What you have to do:
Without the pictures, set down every record below exactly as it reads.

Provided material:
###

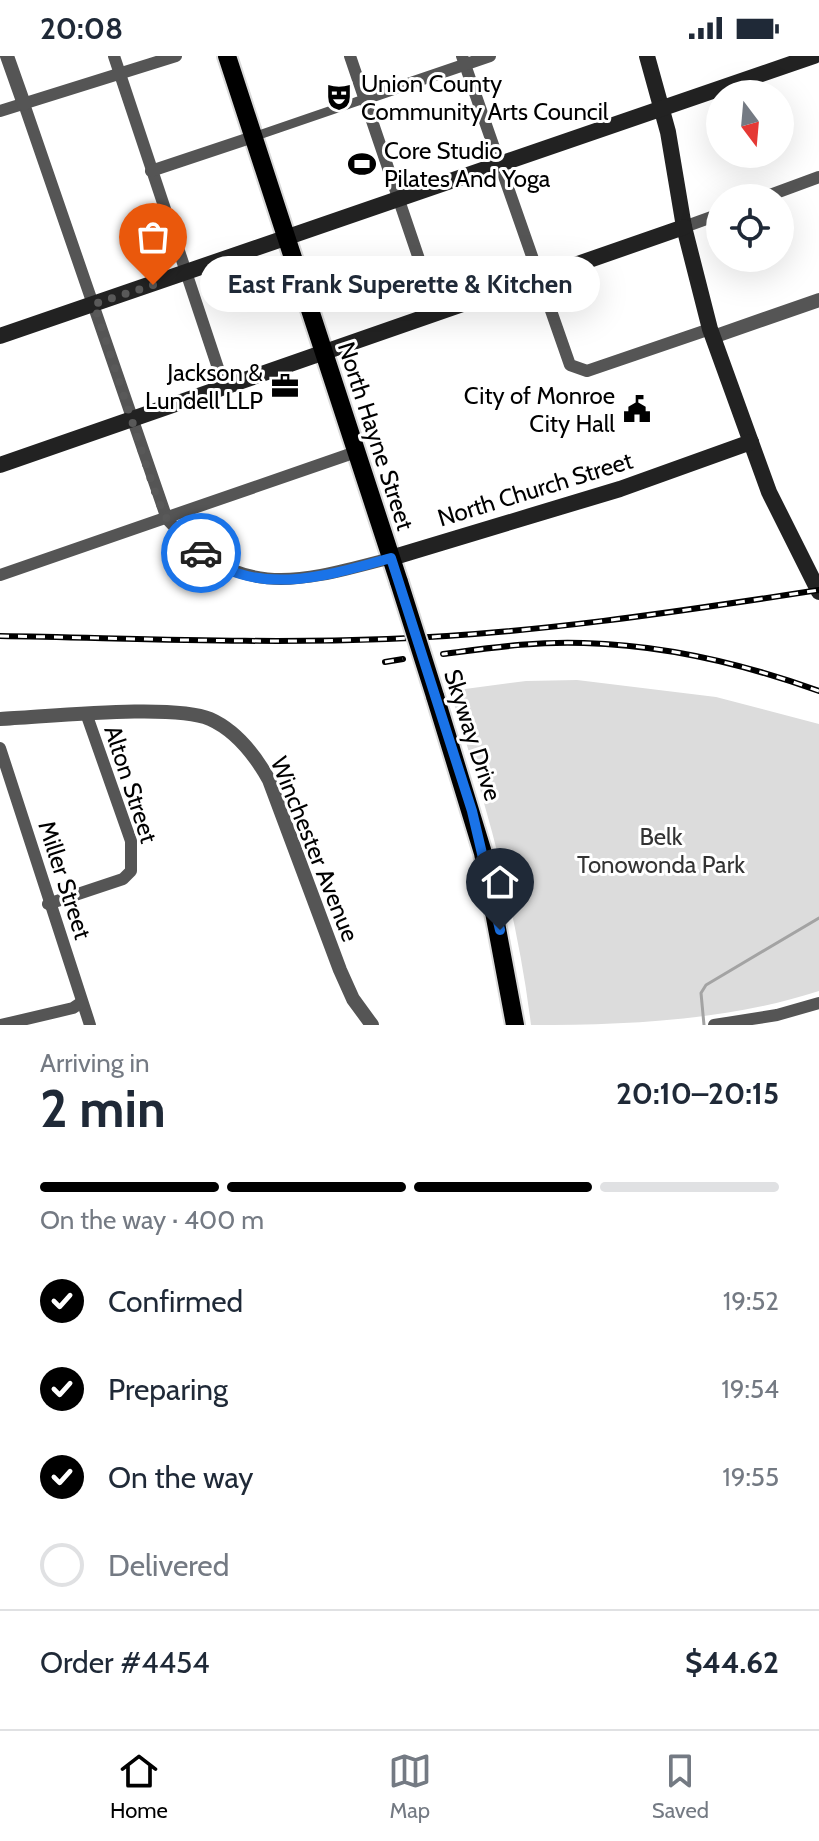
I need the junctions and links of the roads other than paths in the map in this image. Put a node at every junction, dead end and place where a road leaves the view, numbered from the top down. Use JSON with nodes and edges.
{"nodes":[{"id":1,"x":7,"y":56,"type":"edge"},
{"id":2,"x":114,"y":56,"type":"edge"},
{"id":3,"x":176,"y":56,"type":"edge"},
{"id":4,"x":227,"y":56,"type":"edge"},
{"id":5,"x":350,"y":56,"type":"edge"},
{"id":6,"x":490,"y":56,"type":"edge"},
{"id":7,"x":647,"y":56,"type":"edge"},
{"id":8,"x":814,"y":56,"type":"edge"},
{"id":9,"x":464,"y":60,"type":"edge"},
{"id":10,"x":120,"y":74,"type":"junction"},
{"id":11,"x":364,"y":99,"type":"junction"},
{"id":12,"x":24,"y":104,"type":"junction"},
{"id":13,"x":662,"y":110,"type":"junction"},
{"id":14,"x":0,"y":111,"type":"edge"},
{"id":15,"x":253,"y":137,"type":"junction"},
{"id":16,"x":500,"y":166,"type":"junction"},
{"id":17,"x":151,"y":171,"type":"junction"},
{"id":18,"x":819,"y":177,"type":"edge"},
{"id":19,"x":794,"y":186,"type":"edge"},
{"id":20,"x":399,"y":201,"type":"junction"},
{"id":21,"x":706,"y":219,"type":"edge"},
{"id":22,"x":684,"y":227,"type":"junction"},
{"id":23,"x":287,"y":239,"type":"junction"},
{"id":24,"x":185,"y":275,"type":"junction"},
{"id":25,"x":540,"y":277,"type":"junction"},
{"id":26,"x":819,"y":300,"type":"edge"},
{"id":27,"x":94,"y":304,"type":"junction"},
{"id":28,"x":437,"y":312,"type":"junction"},
{"id":29,"x":711,"y":333,"type":"junction"},
{"id":30,"x":0,"y":336,"type":"edge"},
{"id":31,"x":323,"y":351,"type":"junction"},
{"id":32,"x":224,"y":386,"type":"junction"},
{"id":33,"x":131,"y":419,"type":"junction"},
{"id":34,"x":751,"y":442,"type":"junction"},
{"id":35,"x":356,"y":452,"type":"junction"},
{"id":36,"x":0,"y":465,"type":"edge"},
{"id":37,"x":167,"y":519,"type":"junction"},
{"id":38,"x":391,"y":558,"type":"junction"},
{"id":39,"x":0,"y":575,"type":"edge"},
{"id":40,"x":819,"y":592,"type":"edge"},
{"id":41,"x":87,"y":716,"type":"junction"},
{"id":42,"x":0,"y":719,"type":"edge"},
{"id":43,"x":0,"y":748,"type":"edge"},
{"id":44,"x":48,"y":904,"type":"junction"},
{"id":45,"x":82,"y":1002,"type":"junction"},
{"id":46,"x":819,"y":1003,"type":"edge"},
{"id":47,"x":1,"y":1025,"type":"edge"},
{"id":48,"x":90,"y":1025,"type":"edge"},
{"id":49,"x":372,"y":1025,"type":"edge"},
{"id":50,"x":515,"y":1025,"type":"edge"},
{"id":51,"x":714,"y":1025,"type":"edge"}],
"edges":[{"from":1,"to":12,"type":"street"},
{"from":2,"to":10,"type":"street"},
{"from":3,"to":10,"type":"street"},
{"from":4,"to":15,"type":"main road","name":"North Hayne Street"},
{"from":5,"to":11,"type":"street"},
{"from":6,"to":9,"type":"street"},
{"from":7,"to":13,"type":"main road"},
{"from":8,"to":13,"type":"main road"},
{"from":9,"to":11,"type":"street"},
{"from":9,"to":16,"type":"street"},
{"from":10,"to":12,"type":"street"},
{"from":10,"to":17,"type":"street"},
{"from":11,"to":15,"type":"street"},
{"from":11,"to":20,"type":"street"},
{"from":12,"to":14,"type":"street"},
{"from":12,"to":27,"type":"street","name":"North Church Street"},
{"from":13,"to":16,"type":"main road"},
{"from":13,"to":22,"type":"main road"},
{"from":15,"to":17,"type":"street"},
{"from":15,"to":23,"type":"main road","name":"North Hayne Street"},
{"from":16,"to":20,"type":"main road"},
{"from":16,"to":25,"type":"street"},
{"from":17,"to":24,"type":"street"},
{"from":18,"to":19,"type":"street"},
{"from":20,"to":23,"type":"main road"},
{"from":20,"to":28,"type":"street"},
{"from":21,"to":22,"type":"street"},
{"from":22,"to":25,"type":"main road"},
{"from":22,"to":29,"type":"main road"},
{"from":23,"to":24,"type":"main road"},
{"from":23,"to":31,"type":"main road","name":"North Hayne Street"},
{"from":24,"to":27,"type":"main road"},
{"from":24,"to":32,"type":"street"},
{"from":25,"to":28,"type":"main road"},
{"from":25,"to":29,"type":"street"},
{"from":26,"to":29,"type":"street"},
{"from":27,"to":30,"type":"main road"},
{"from":27,"to":33,"type":"street","name":"North Church Street"},
{"from":28,"to":31,"type":"main road"},
{"from":29,"to":34,"type":"main road"},
{"from":31,"to":32,"type":"main road"},
{"from":31,"to":35,"type":"main road","name":"North Hayne Street"},
{"from":32,"to":33,"type":"main road"},
{"from":33,"to":36,"type":"main road"},
{"from":33,"to":37,"type":"street","name":"North Church Street"},
{"from":34,"to":38,"type":"main road","name":"North Church Street"},
{"from":34,"to":40,"type":"main road"},
{"from":35,"to":37,"type":"street"},
{"from":35,"to":38,"type":"main road","name":"North Hayne Street"},
{"from":37,"to":38,"type":"street","name":"North Church Street"},
{"from":37,"to":39,"type":"street"},
{"from":38,"to":50,"type":"main road","name":"Skyway Drive","bridge":true},
{"from":41,"to":42,"type":"street","name":"Winchester Avenue"},
{"from":41,"to":44,"type":"street","name":"Alton Street"},
{"from":41,"to":49,"type":"street","name":"Winchester Avenue"},
{"from":43,"to":44,"type":"street","name":"Miller Street"},
{"from":44,"to":45,"type":"street","name":"Miller Street"},
{"from":45,"to":47,"type":"street"},
{"from":45,"to":48,"type":"street","name":"Miller Street"},
{"from":46,"to":51,"type":"street"}]}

###

Exercise response:
I need the junctions and links of the roads other than paths in the map in this image. Put a node at every junction, dead end and place where a road leaves the view, numbered from the top down. Use JSON with nodes and edges.
{"nodes":[{"id":1,"x":7,"y":56,"type":"edge"},
{"id":2,"x":114,"y":56,"type":"edge"},
{"id":3,"x":176,"y":56,"type":"edge"},
{"id":4,"x":227,"y":56,"type":"edge"},
{"id":5,"x":350,"y":56,"type":"edge"},
{"id":6,"x":490,"y":56,"type":"edge"},
{"id":7,"x":647,"y":56,"type":"edge"},
{"id":8,"x":814,"y":56,"type":"edge"},
{"id":9,"x":464,"y":60,"type":"edge"},
{"id":10,"x":120,"y":74,"type":"junction"},
{"id":11,"x":364,"y":99,"type":"junction"},
{"id":12,"x":24,"y":104,"type":"junction"},
{"id":13,"x":662,"y":110,"type":"junction"},
{"id":14,"x":0,"y":111,"type":"edge"},
{"id":15,"x":253,"y":137,"type":"junction"},
{"id":16,"x":500,"y":166,"type":"junction"},
{"id":17,"x":151,"y":171,"type":"junction"},
{"id":18,"x":819,"y":177,"type":"edge"},
{"id":19,"x":794,"y":186,"type":"edge"},
{"id":20,"x":399,"y":201,"type":"junction"},
{"id":21,"x":706,"y":219,"type":"edge"},
{"id":22,"x":684,"y":227,"type":"junction"},
{"id":23,"x":287,"y":239,"type":"junction"},
{"id":24,"x":185,"y":275,"type":"junction"},
{"id":25,"x":540,"y":277,"type":"junction"},
{"id":26,"x":819,"y":300,"type":"edge"},
{"id":27,"x":94,"y":304,"type":"junction"},
{"id":28,"x":437,"y":312,"type":"junction"},
{"id":29,"x":711,"y":333,"type":"junction"},
{"id":30,"x":0,"y":336,"type":"edge"},
{"id":31,"x":323,"y":351,"type":"junction"},
{"id":32,"x":224,"y":386,"type":"junction"},
{"id":33,"x":131,"y":419,"type":"junction"},
{"id":34,"x":751,"y":442,"type":"junction"},
{"id":35,"x":356,"y":452,"type":"junction"},
{"id":36,"x":0,"y":465,"type":"edge"},
{"id":37,"x":167,"y":519,"type":"junction"},
{"id":38,"x":391,"y":558,"type":"junction"},
{"id":39,"x":0,"y":575,"type":"edge"},
{"id":40,"x":819,"y":592,"type":"edge"},
{"id":41,"x":87,"y":716,"type":"junction"},
{"id":42,"x":0,"y":719,"type":"edge"},
{"id":43,"x":0,"y":748,"type":"edge"},
{"id":44,"x":48,"y":904,"type":"junction"},
{"id":45,"x":82,"y":1002,"type":"junction"},
{"id":46,"x":819,"y":1003,"type":"edge"},
{"id":47,"x":1,"y":1025,"type":"edge"},
{"id":48,"x":90,"y":1025,"type":"edge"},
{"id":49,"x":372,"y":1025,"type":"edge"},
{"id":50,"x":515,"y":1025,"type":"edge"},
{"id":51,"x":714,"y":1025,"type":"edge"}],
"edges":[{"from":1,"to":12,"type":"street"},
{"from":2,"to":10,"type":"street"},
{"from":3,"to":10,"type":"street"},
{"from":4,"to":15,"type":"main road","name":"North Hayne Street"},
{"from":5,"to":11,"type":"street"},
{"from":6,"to":9,"type":"street"},
{"from":7,"to":13,"type":"main road"},
{"from":8,"to":13,"type":"main road"},
{"from":9,"to":11,"type":"street"},
{"from":9,"to":16,"type":"street"},
{"from":10,"to":12,"type":"street"},
{"from":10,"to":17,"type":"street"},
{"from":11,"to":15,"type":"street"},
{"from":11,"to":20,"type":"street"},
{"from":12,"to":14,"type":"street"},
{"from":12,"to":27,"type":"street","name":"North Church Street"},
{"from":13,"to":16,"type":"main road"},
{"from":13,"to":22,"type":"main road"},
{"from":15,"to":17,"type":"street"},
{"from":15,"to":23,"type":"main road","name":"North Hayne Street"},
{"from":16,"to":20,"type":"main road"},
{"from":16,"to":25,"type":"street"},
{"from":17,"to":24,"type":"street"},
{"from":18,"to":19,"type":"street"},
{"from":20,"to":23,"type":"main road"},
{"from":20,"to":28,"type":"street"},
{"from":21,"to":22,"type":"street"},
{"from":22,"to":25,"type":"main road"},
{"from":22,"to":29,"type":"main road"},
{"from":23,"to":24,"type":"main road"},
{"from":23,"to":31,"type":"main road","name":"North Hayne Street"},
{"from":24,"to":27,"type":"main road"},
{"from":24,"to":32,"type":"street"},
{"from":25,"to":28,"type":"main road"},
{"from":25,"to":29,"type":"street"},
{"from":26,"to":29,"type":"street"},
{"from":27,"to":30,"type":"main road"},
{"from":27,"to":33,"type":"street","name":"North Church Street"},
{"from":28,"to":31,"type":"main road"},
{"from":29,"to":34,"type":"main road"},
{"from":31,"to":32,"type":"main road"},
{"from":31,"to":35,"type":"main road","name":"North Hayne Street"},
{"from":32,"to":33,"type":"main road"},
{"from":33,"to":36,"type":"main road"},
{"from":33,"to":37,"type":"street","name":"North Church Street"},
{"from":34,"to":38,"type":"main road","name":"North Church Street"},
{"from":34,"to":40,"type":"main road"},
{"from":35,"to":37,"type":"street"},
{"from":35,"to":38,"type":"main road","name":"North Hayne Street"},
{"from":37,"to":38,"type":"street","name":"North Church Street"},
{"from":37,"to":39,"type":"street"},
{"from":38,"to":50,"type":"main road","name":"Skyway Drive","bridge":true},
{"from":41,"to":42,"type":"street","name":"Winchester Avenue"},
{"from":41,"to":44,"type":"street","name":"Alton Street"},
{"from":41,"to":49,"type":"street","name":"Winchester Avenue"},
{"from":43,"to":44,"type":"street","name":"Miller Street"},
{"from":44,"to":45,"type":"street","name":"Miller Street"},
{"from":45,"to":47,"type":"street"},
{"from":45,"to":48,"type":"street","name":"Miller Street"},
{"from":46,"to":51,"type":"street"}]}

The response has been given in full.